:: Extracted information ::
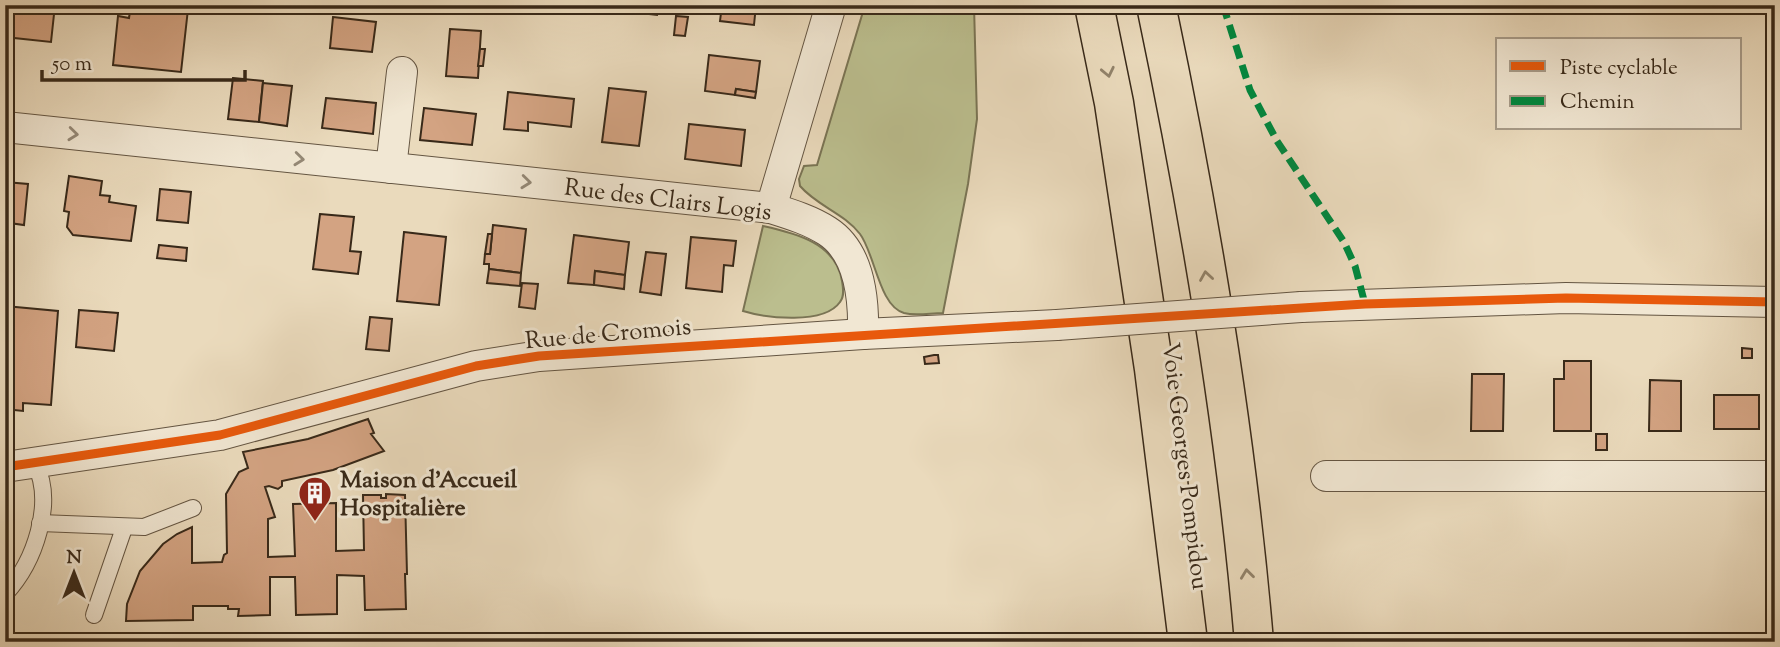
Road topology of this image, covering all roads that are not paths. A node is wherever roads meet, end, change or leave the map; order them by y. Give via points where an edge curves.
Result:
1 (831, 5) edge
2 (1094, 5) edge
3 (1156, 5) edge
4 (402, 72) dead end
5 (5, 127) edge
6 (391, 168) junction
7 (771, 208) junction
8 (1775, 302) edge
9 (863, 334) junction
10 (35, 463) junction
11 (5, 467) edge
12 (1326, 476) dead end
13 (1775, 476) edge
14 (193, 508) dead end
15 (40, 523) junction
16 (124, 528) junction
17 (5, 594) edge
18 (94, 615) dead end
19 (1188, 642) edge
20 (1254, 642) edge

1 - 7 street
2 -> 19 highway, Voie Georges Pompidou via 1114,103 1154,369
20 -> 3 highway, Voie Georges Pompidou via 1220,361
4 - 6 street
5 -> 6 street, Rue des Clairs Logis
6 -> 7 street, Rue des Clairs Logis
7 - 9 street, Rue des Clairs Logis via 829,232 846,250 860,288
8 - 9 street, Rue de Cromois, bridge via 1566,298 1301,307
9 - 10 street, Rue de Cromois via 539,356 476,366 220,435
10 - 11 street, Rue de Cromois
10 - 15 lane via 44,499
12 - 13 street
14 - 16 lane via 144,527
15 - 16 lane
15 - 17 lane via 26,564
16 - 18 lane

:: Description of the task ::
Your copy must match the records above word for word and contain no pictures.

:: Reply to the exercise ::
Road topology of this image, covering all roads that are not paths. A node is wherever roads meet, end, change or leave the map; order them by y. Give via points where an edge curves.
Result:
1 (831, 5) edge
2 (1094, 5) edge
3 (1156, 5) edge
4 (402, 72) dead end
5 (5, 127) edge
6 (391, 168) junction
7 (771, 208) junction
8 (1775, 302) edge
9 (863, 334) junction
10 (35, 463) junction
11 (5, 467) edge
12 (1326, 476) dead end
13 (1775, 476) edge
14 (193, 508) dead end
15 (40, 523) junction
16 (124, 528) junction
17 (5, 594) edge
18 (94, 615) dead end
19 (1188, 642) edge
20 (1254, 642) edge

1 - 7 street
2 -> 19 highway, Voie Georges Pompidou via 1114,103 1154,369
20 -> 3 highway, Voie Georges Pompidou via 1220,361
4 - 6 street
5 -> 6 street, Rue des Clairs Logis
6 -> 7 street, Rue des Clairs Logis
7 - 9 street, Rue des Clairs Logis via 829,232 846,250 860,288
8 - 9 street, Rue de Cromois, bridge via 1566,298 1301,307
9 - 10 street, Rue de Cromois via 539,356 476,366 220,435
10 - 11 street, Rue de Cromois
10 - 15 lane via 44,499
12 - 13 street
14 - 16 lane via 144,527
15 - 16 lane
15 - 17 lane via 26,564
16 - 18 lane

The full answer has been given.